Goal of the exercise
Repeat exactly the lines below that lie between the line with "index tip: (486, 353)" and the line with "middle pip: (37, 215)", counting both of those lines as part of the answer.

---------- Dataset entries ----------

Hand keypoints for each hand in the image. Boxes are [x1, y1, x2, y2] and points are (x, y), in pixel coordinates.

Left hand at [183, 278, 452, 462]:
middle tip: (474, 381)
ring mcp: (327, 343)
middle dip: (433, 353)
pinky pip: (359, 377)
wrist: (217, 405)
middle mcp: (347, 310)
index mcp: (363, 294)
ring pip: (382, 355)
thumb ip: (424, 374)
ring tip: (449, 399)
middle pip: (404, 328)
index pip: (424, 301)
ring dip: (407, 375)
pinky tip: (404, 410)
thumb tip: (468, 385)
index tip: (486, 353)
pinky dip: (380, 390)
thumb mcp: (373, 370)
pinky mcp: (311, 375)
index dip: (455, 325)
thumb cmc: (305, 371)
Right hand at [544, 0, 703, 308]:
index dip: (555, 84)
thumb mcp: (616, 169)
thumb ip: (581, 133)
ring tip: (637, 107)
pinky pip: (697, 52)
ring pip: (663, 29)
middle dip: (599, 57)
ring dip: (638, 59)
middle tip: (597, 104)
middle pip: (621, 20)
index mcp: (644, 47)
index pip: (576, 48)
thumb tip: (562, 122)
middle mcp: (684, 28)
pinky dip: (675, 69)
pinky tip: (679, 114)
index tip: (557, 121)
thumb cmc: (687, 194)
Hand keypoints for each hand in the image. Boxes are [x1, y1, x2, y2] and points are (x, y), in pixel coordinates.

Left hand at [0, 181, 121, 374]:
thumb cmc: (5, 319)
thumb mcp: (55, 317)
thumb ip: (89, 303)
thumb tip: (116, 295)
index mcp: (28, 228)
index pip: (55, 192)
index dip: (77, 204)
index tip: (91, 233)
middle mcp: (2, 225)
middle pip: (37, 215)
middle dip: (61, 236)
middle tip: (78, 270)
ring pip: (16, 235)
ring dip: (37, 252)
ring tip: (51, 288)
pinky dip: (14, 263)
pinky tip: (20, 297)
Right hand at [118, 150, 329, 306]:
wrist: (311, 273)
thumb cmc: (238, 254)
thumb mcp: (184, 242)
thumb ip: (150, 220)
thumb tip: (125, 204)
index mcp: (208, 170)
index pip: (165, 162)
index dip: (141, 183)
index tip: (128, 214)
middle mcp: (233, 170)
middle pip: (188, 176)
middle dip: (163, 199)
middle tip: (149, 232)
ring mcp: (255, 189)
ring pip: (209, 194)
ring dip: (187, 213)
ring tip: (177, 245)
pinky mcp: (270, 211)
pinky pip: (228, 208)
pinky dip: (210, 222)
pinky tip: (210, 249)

----------

Task solution
index tip: (486, 353)
pinky dip: (380, 390)
thumb mcp: (373, 370)
pinky mcp: (311, 375)
index dip: (455, 325)
thumb cmc: (305, 371)
Right hand at [544, 0, 703, 308]:
index dip: (555, 84)
thumb mcp: (616, 169)
thumb ip: (581, 133)
ring tip: (637, 107)
pinky pip: (697, 52)
ring pip: (663, 29)
middle dip: (599, 57)
ring dip: (638, 59)
middle tip: (597, 104)
middle pip: (621, 20)
index mcp: (644, 47)
index pip: (576, 48)
thumb tip: (562, 122)
middle mcp: (684, 28)
pinky dip: (675, 69)
pinky tip: (679, 114)
index tip: (557, 121)
thumb cmc: (687, 194)
Hand keypoints for each hand in the image. Boxes are [x1, y1, x2, y2] and points are (x, y), in pixel coordinates.

Left hand at [0, 181, 121, 374]:
thumb cmc: (5, 319)
thumb mcp: (55, 317)
thumb ip: (89, 303)
thumb tip: (116, 295)
index mcp: (28, 228)
index pip: (55, 192)
index dip: (77, 204)
index tip: (91, 233)
middle mcp: (2, 225)
middle pip: (37, 215)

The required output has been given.